You speculate that readers probably discarded the "Advertisers" when having the parts bound. In what follows Patten does not confirm this but he does offer extra information about what readers did or could do with those monthly numbers and how printers took advantage of this burgeoning market:

"And because serial parts were hard to track and to care for over nineteen months, many customers bought the novel in parts as it came out, and also at its conclusion bought a second copy encased in hard covers to keep permanently. Alternatively, publishers offered various kinds of bindings for the parts, and did a lively business supplying missing parts before they were reassembled as volumes. [530].

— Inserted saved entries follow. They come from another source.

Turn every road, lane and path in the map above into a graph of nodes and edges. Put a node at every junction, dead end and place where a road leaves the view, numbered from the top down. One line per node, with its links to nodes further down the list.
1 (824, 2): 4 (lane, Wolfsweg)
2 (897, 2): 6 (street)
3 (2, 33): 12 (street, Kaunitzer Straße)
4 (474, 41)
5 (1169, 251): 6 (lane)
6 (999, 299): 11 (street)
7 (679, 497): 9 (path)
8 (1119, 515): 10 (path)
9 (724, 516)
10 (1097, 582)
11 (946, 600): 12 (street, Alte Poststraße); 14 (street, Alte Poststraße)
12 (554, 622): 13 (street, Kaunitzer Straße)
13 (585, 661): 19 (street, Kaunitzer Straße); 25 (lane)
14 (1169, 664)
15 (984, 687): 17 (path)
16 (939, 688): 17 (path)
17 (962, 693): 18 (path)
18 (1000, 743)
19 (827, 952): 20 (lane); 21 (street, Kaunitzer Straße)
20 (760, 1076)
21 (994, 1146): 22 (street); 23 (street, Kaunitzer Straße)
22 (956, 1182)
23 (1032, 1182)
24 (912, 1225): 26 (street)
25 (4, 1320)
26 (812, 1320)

Finally, the illustrations were positioned at times outside the novel — in shop windows, quite separate from the monthly wrapper. Like the wrappers, they were powerful marketing tools, encouraging both the literate and illiterate to examine them for clues about that particular installment.

Dombey and Sons wrapper

The wrapper to Dombey & Son [click on thumbnail to enlarge image.]

Your comment that wrappers invited readers to speculate on future events reminds me of CD's comments to Foster (6 September 1846) that the wrapper to Dombey & Son perhaps had "a little too much in it.” In other words, he felt that wrappers might reveal too much, thus endangering the mystery of what happens next, which was so important to keeping his readers hooked and willing to shell out their shilling for the next number. This particular wrapper shows how much of the plot and characters CD had already sketched out, but on the other hand too much specificity might discourage flexibility and inhibit CD's famed (and in my opinion desirable) tendency to head off in any direction his imagination might lead him. In any case was the overly specific wrapper for Dombey & Son the reason for the overly vague (in my opinion) wrapper to his next novel, David Copperfield? Or was it related to its autobiographical nature where he revisits (reluctantly?) his painful past? We will never know, but wrappers clearly exploited an important aspect of the reading experience, namely anticipation. There is one interesting exception, the 1846 edition of Oliver Twist, a reissue in ten separate monthly parts of the original serialisation in Bentley’s Miscellany, 1837-39. Its wrapper, designed by Cruikshank, includes several rectangular vignettes of his original illustrations (some reworked) and a few new ones. Here satisfaction replaces anticipation, as readers identified scenes and characters made famous eight years earlier. A rare case, then, of a wrapper functioning retrospectively rather than prospectively.

Related Material

References

Cayzer, Elizabeth. "Dickens and His Late Illustrators. A Change in Style: Phiz and A Tale of Two Cities." Dickensian 86, 3 (Autumn, 1990): 30-4.

Patten, Robert L. "Illustrators and Book Illustration." The Oxford Reader's Companion to Dickens. Oxford University Press, 1999.